Paris Anlaşmasının Geleceği: Trump’ın Vaatleri
İklim değişikliği konusu küresel tartışmanın merkezinde olmaya devam ediyor ve Donald Trump’ın yakın zamanda Paris Anlaşması’ndan çıkma sözü karışık tepkilere yol açtı. Gelecek dönem başkanına yakın kaynaklara göre Trump, görevdeki ilk gününde, önceki yönetimin benimsediği iklim politikalarından net bir şekilde geri dönüşe işaret eden bir başkanlık emri imzalamayı planlıyor.
Trump’ın hamlesi
Wall Street Journal, anlaşmadan çekilmeye ilişkin idari emrin halihazırda taslağının hazırlandığını ve imzalanmaya hazır olduğunu bildirdi. Bu karar, iklim konularında uluslararası işbirliğinin geleceği açısından önemli bir konferans olan COP29’un Bakü’deki açılışıyla aynı zamana denk gelecek şekilde ileri sürüldü.
Trump’ın tedbiri, Amerika’nın iklim stratejisinde sadece ulusal değil uluslararası düzeyde de önemli yansımaları olabilecek radikal bir değişikliği temsil ediyor.
2015 yılında kabul edilen Paris Anlaşması yaklaşık 200 ülkeyi kapsıyor ve küresel ısınmayı sanayi öncesi seviyelerin **2 santigrat derecenin çok altına kadar sınırlamayı amaçlıyor. ABD’nin ayrılması, bu hedeflere ulaşmaya yönelik küresel çabalara zarar verebilir.
Uluslararası Tepkiler
Uluslararası toplum bu durumu yakından takip ediyor. Angelus sırasında Papa Francis, COP29’un gezegenin korunmasına önemli bir katkıda bulunabileceği umudunu dile getirdi. Çevresel zorlukların üstesinden gelmek için küresel işbirliğinin öneminin altını çizdi.

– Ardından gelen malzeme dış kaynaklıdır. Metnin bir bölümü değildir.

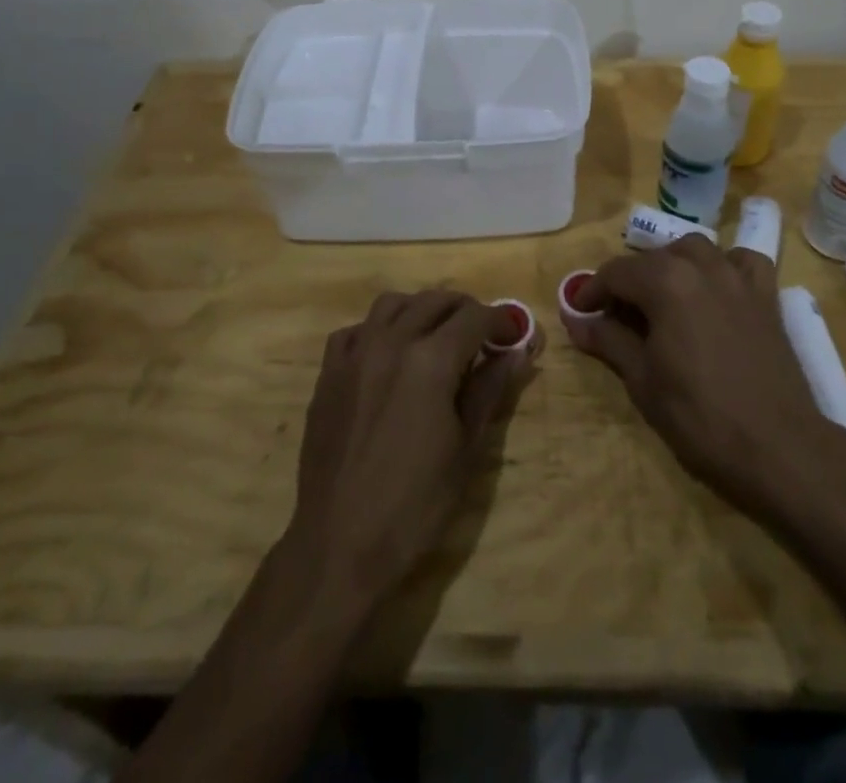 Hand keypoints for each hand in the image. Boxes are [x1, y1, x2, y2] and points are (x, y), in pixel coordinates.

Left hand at [283, 290, 536, 608]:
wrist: (340, 543)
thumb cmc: (415, 504)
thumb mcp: (466, 449)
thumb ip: (490, 390)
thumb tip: (518, 353)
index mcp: (431, 360)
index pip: (474, 317)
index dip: (499, 320)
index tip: (511, 334)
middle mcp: (391, 342)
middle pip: (434, 301)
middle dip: (464, 309)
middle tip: (480, 333)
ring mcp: (354, 355)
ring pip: (392, 304)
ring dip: (420, 309)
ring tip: (435, 334)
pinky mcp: (328, 373)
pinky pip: (356, 330)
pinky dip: (378, 330)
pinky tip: (388, 355)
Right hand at [567, 236, 845, 520]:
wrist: (778, 447)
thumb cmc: (700, 416)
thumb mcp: (643, 381)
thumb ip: (609, 341)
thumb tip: (576, 321)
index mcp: (666, 282)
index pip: (616, 272)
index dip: (593, 290)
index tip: (580, 312)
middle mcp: (701, 266)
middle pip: (654, 258)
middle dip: (629, 280)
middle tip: (616, 314)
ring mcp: (738, 277)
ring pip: (695, 250)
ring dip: (672, 265)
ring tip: (662, 297)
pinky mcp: (766, 296)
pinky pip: (741, 262)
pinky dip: (724, 266)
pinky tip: (716, 288) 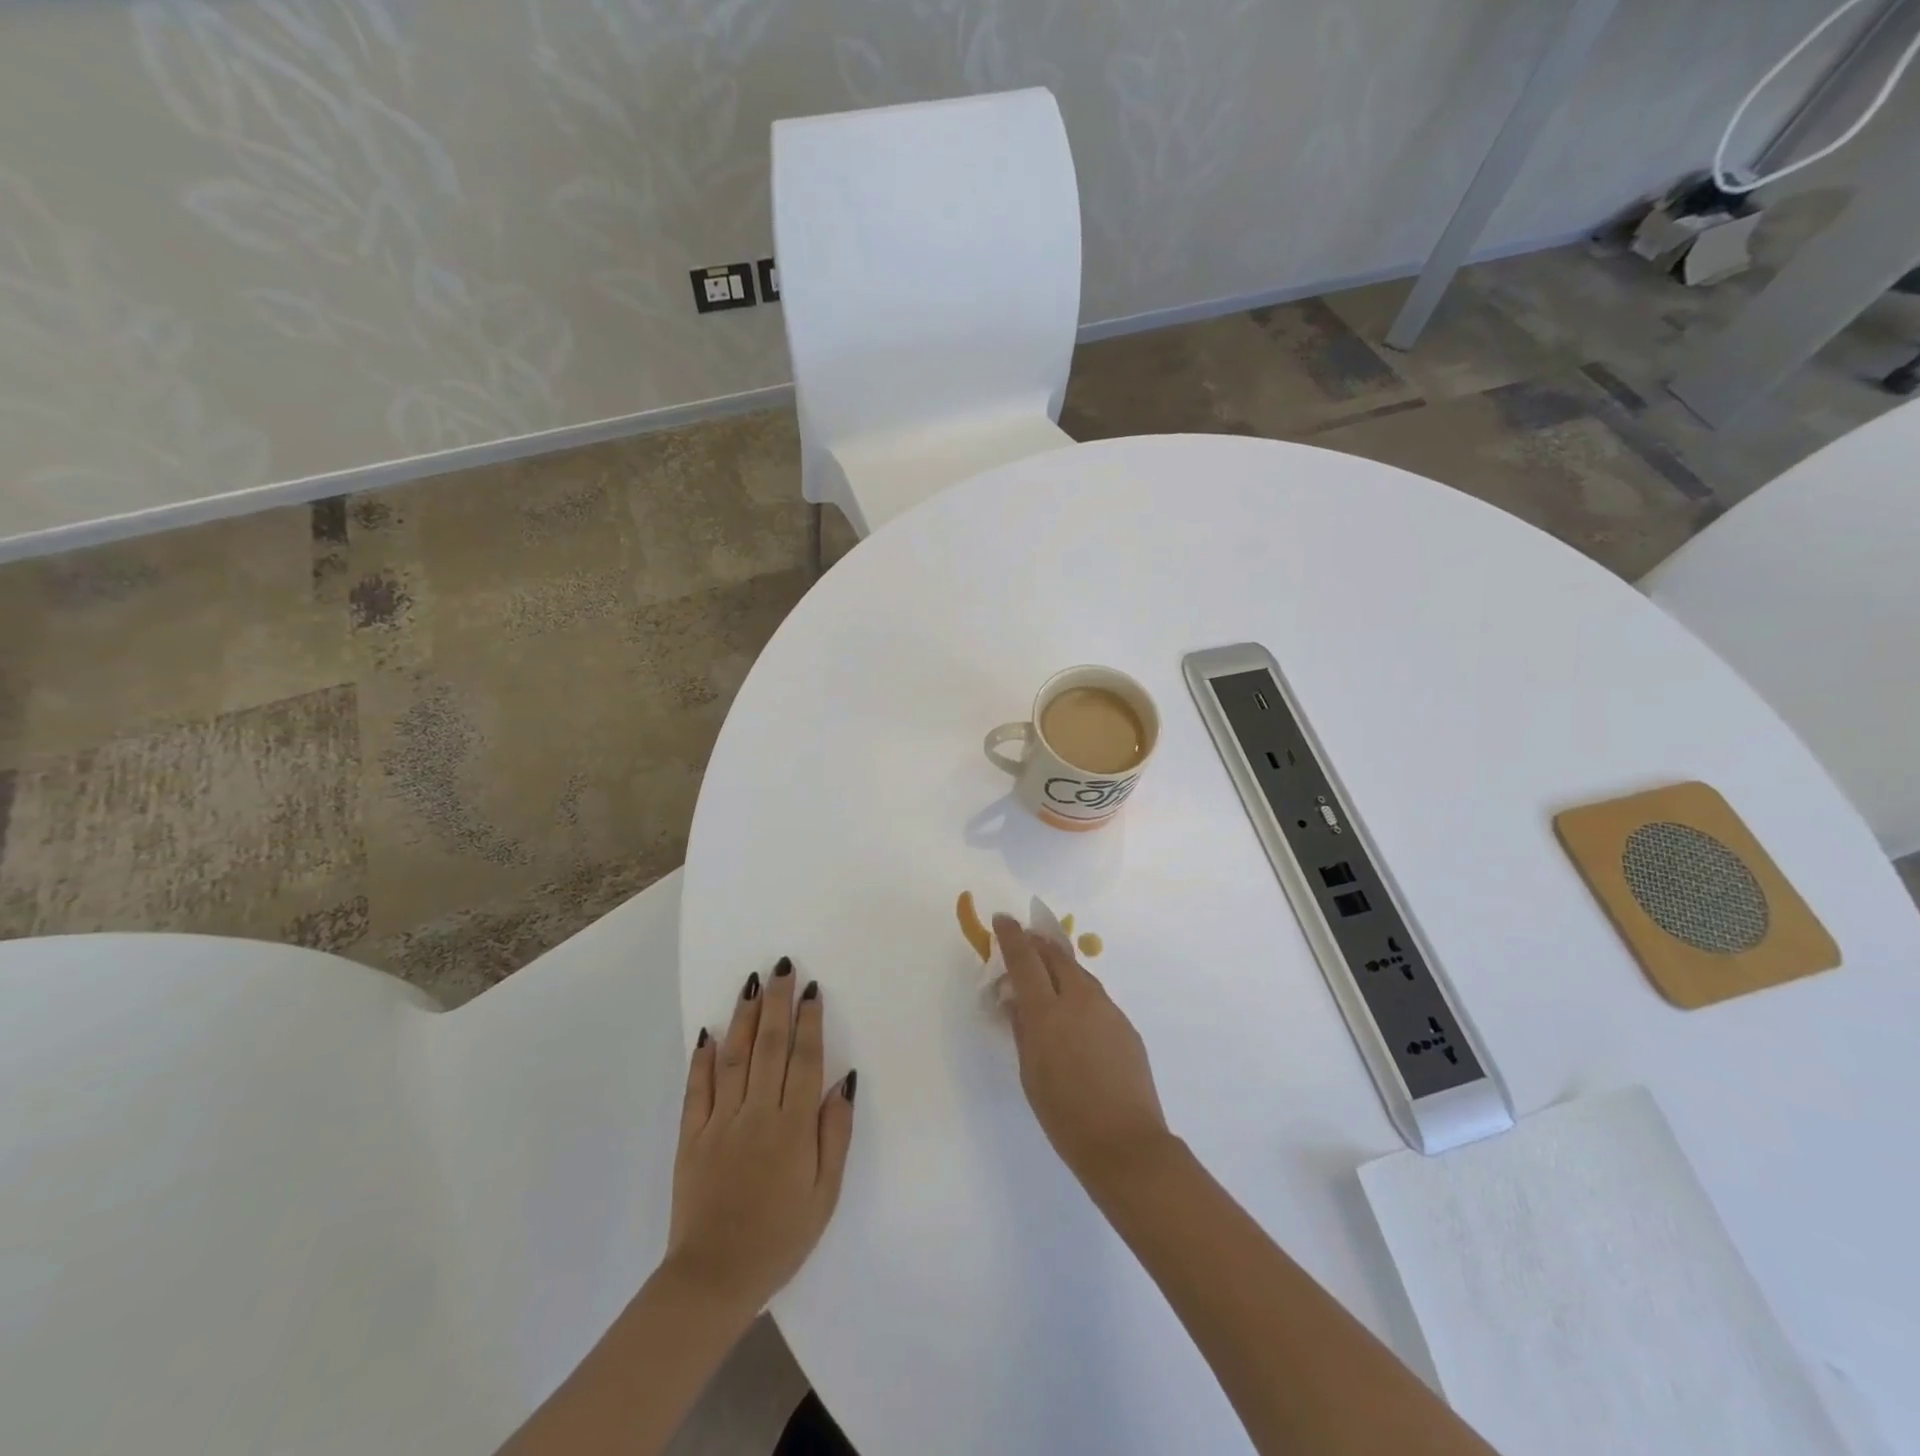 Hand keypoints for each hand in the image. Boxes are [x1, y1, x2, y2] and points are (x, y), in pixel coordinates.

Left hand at [664, 960, 855, 1319]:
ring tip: (752, 983)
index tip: (810, 988)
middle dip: (777, 1003)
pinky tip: (708, 1032)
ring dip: (744, 1017)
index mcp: (792, 1127)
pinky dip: (702, 1059)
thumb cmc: (780, 1238)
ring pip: (733, 1058)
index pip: (804, 1060)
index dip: (809, 1021)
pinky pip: (697, 1089)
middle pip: (769, 1046)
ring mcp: (720, 1123)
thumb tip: (845, 1081)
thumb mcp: (825, 1194)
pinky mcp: (691, 1137)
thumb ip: (835, 1134)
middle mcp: (757, 1114)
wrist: (713, 1280)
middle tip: (781, 966)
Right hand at [993, 916, 1172, 1194]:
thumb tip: (1014, 1000)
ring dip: (1059, 966)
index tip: (1003, 919)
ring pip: (1078, 974)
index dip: (1012, 937)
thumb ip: (1022, 1029)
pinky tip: (1074, 1013)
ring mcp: (1107, 1010)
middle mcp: (1079, 1000)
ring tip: (1046, 973)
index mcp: (1047, 1012)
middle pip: (1056, 956)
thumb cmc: (1065, 1116)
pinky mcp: (1125, 1025)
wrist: (1126, 1144)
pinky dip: (1078, 992)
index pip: (1025, 960)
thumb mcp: (1030, 1073)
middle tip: (1024, 940)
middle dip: (1037, 943)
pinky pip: (1096, 997) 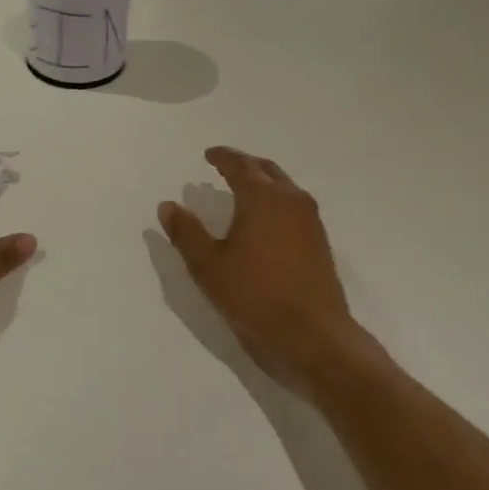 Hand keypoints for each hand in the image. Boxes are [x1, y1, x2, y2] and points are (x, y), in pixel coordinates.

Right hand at [158, 147, 385, 391]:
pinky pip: (294, 206)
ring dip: (263, 182)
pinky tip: (264, 220)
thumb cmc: (254, 296)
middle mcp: (291, 201)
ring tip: (242, 190)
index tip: (209, 154)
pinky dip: (276, 201)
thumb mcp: (208, 266)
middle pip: (266, 170)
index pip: (240, 166)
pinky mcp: (320, 242)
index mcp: (262, 198)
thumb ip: (186, 233)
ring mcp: (310, 221)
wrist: (312, 335)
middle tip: (224, 166)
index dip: (222, 157)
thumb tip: (168, 206)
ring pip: (284, 187)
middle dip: (244, 165) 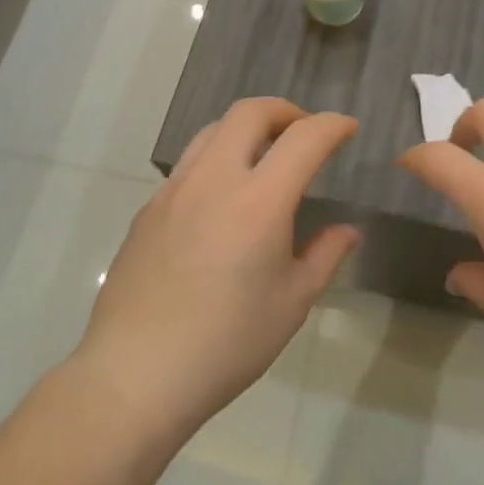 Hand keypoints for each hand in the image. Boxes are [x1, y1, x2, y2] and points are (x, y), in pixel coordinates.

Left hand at [73, 99, 360, 441]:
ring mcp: (174, 190)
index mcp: (259, 201)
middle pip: (249, 111)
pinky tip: (222, 201)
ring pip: (213, 130)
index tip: (348, 129)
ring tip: (264, 158)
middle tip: (304, 133)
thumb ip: (324, 255)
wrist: (136, 374)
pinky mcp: (148, 208)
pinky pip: (188, 164)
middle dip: (285, 110)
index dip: (332, 125)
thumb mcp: (291, 303)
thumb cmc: (227, 344)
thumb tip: (347, 230)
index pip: (304, 138)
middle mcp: (214, 179)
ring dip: (246, 129)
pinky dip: (216, 160) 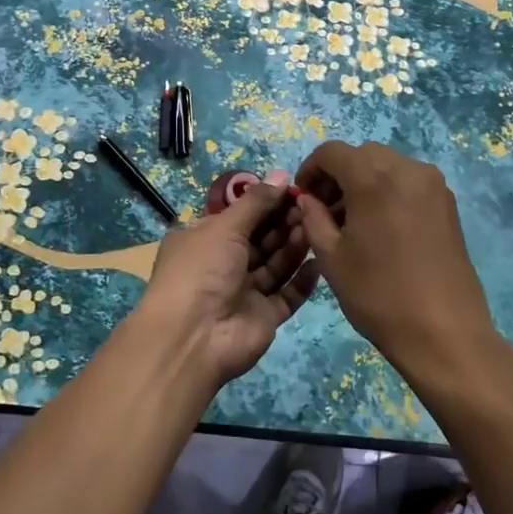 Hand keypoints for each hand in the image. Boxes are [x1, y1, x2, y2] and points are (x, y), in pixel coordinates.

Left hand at [132, 184, 319, 390]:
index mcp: (203, 240)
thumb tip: (282, 175)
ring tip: (315, 226)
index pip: (238, 216)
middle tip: (310, 206)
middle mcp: (222, 264)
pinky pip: (288, 294)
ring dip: (294, 246)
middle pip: (260, 239)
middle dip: (283, 222)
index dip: (265, 202)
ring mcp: (244, 292)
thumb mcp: (225, 226)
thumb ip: (256, 201)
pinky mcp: (264, 316)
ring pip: (275, 264)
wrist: (194, 338)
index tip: (293, 189)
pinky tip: (319, 261)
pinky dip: (302, 279)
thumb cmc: (202, 270)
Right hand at [294, 140, 499, 385]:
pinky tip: (382, 227)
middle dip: (339, 174)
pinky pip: (409, 182)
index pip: (332, 152)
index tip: (303, 197)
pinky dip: (389, 191)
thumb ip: (313, 219)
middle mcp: (407, 169)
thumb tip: (307, 199)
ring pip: (388, 165)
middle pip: (362, 154)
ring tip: (354, 222)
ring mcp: (433, 185)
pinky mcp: (448, 203)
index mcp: (374, 178)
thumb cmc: (379, 295)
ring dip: (365, 181)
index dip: (311, 169)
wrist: (444, 332)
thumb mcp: (332, 259)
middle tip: (326, 211) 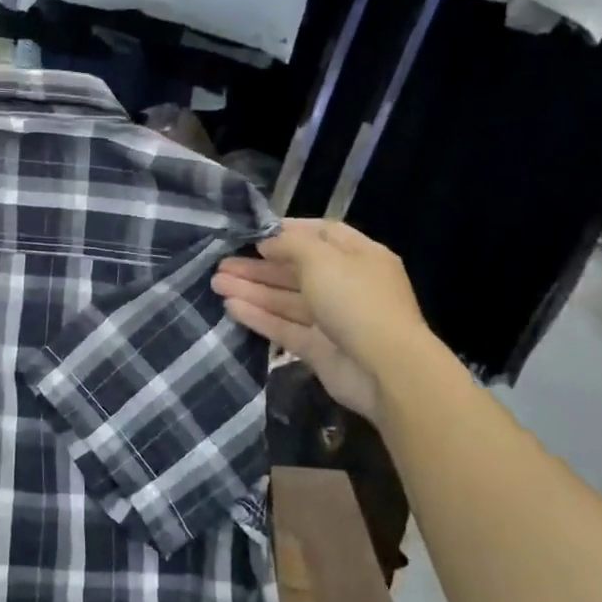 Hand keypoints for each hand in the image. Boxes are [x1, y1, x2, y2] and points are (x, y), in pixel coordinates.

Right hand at [212, 220, 435, 421]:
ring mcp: (333, 319)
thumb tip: (268, 242)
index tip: (253, 234)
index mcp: (359, 256)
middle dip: (259, 265)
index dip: (288, 232)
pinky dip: (259, 316)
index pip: (322, 234)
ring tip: (216, 283)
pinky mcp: (319, 348)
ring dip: (252, 290)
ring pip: (286, 299)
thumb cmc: (356, 300)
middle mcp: (347, 285)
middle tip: (221, 263)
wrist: (385, 369)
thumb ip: (291, 244)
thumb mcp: (322, 258)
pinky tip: (231, 307)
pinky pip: (285, 327)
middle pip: (297, 270)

Mevcut bağlamda, Papa’nın beyanları ortak evimizi koruma konusundaki kolektif sorumluluğun bir hatırlatıcısıdır.
Belirsiz Bir Geleceğe Doğru
İklim gerilimleri artmaya devam ettikçe, iklim değişikliğine ilişkin politika kararlarının uzun vadeli etkilerini dikkate almak hayati önem taşıyor. ABD’nin Paris Anlaşması gibi önemli anlaşmalardan uzaklaşma ihtimaliyle birlikte uluslararası çevre işbirliğinin geleceği belirsizliğini koruyor.
Önümüzdeki birkaç hafta, bu evrimin yalnızca Amerika’nın iç politikalarını değil, aynı zamanda iklim krizine yönelik küresel çabaları da nasıl etkileyeceğini anlamak açısından çok önemli olacak. Benzeri görülmemiş iklim sorunlarıyla karşı karşıya kalan bir dünyada kolektif ve sürdürülebilir taahhüt ihtiyacı giderek daha acil hale geliyor.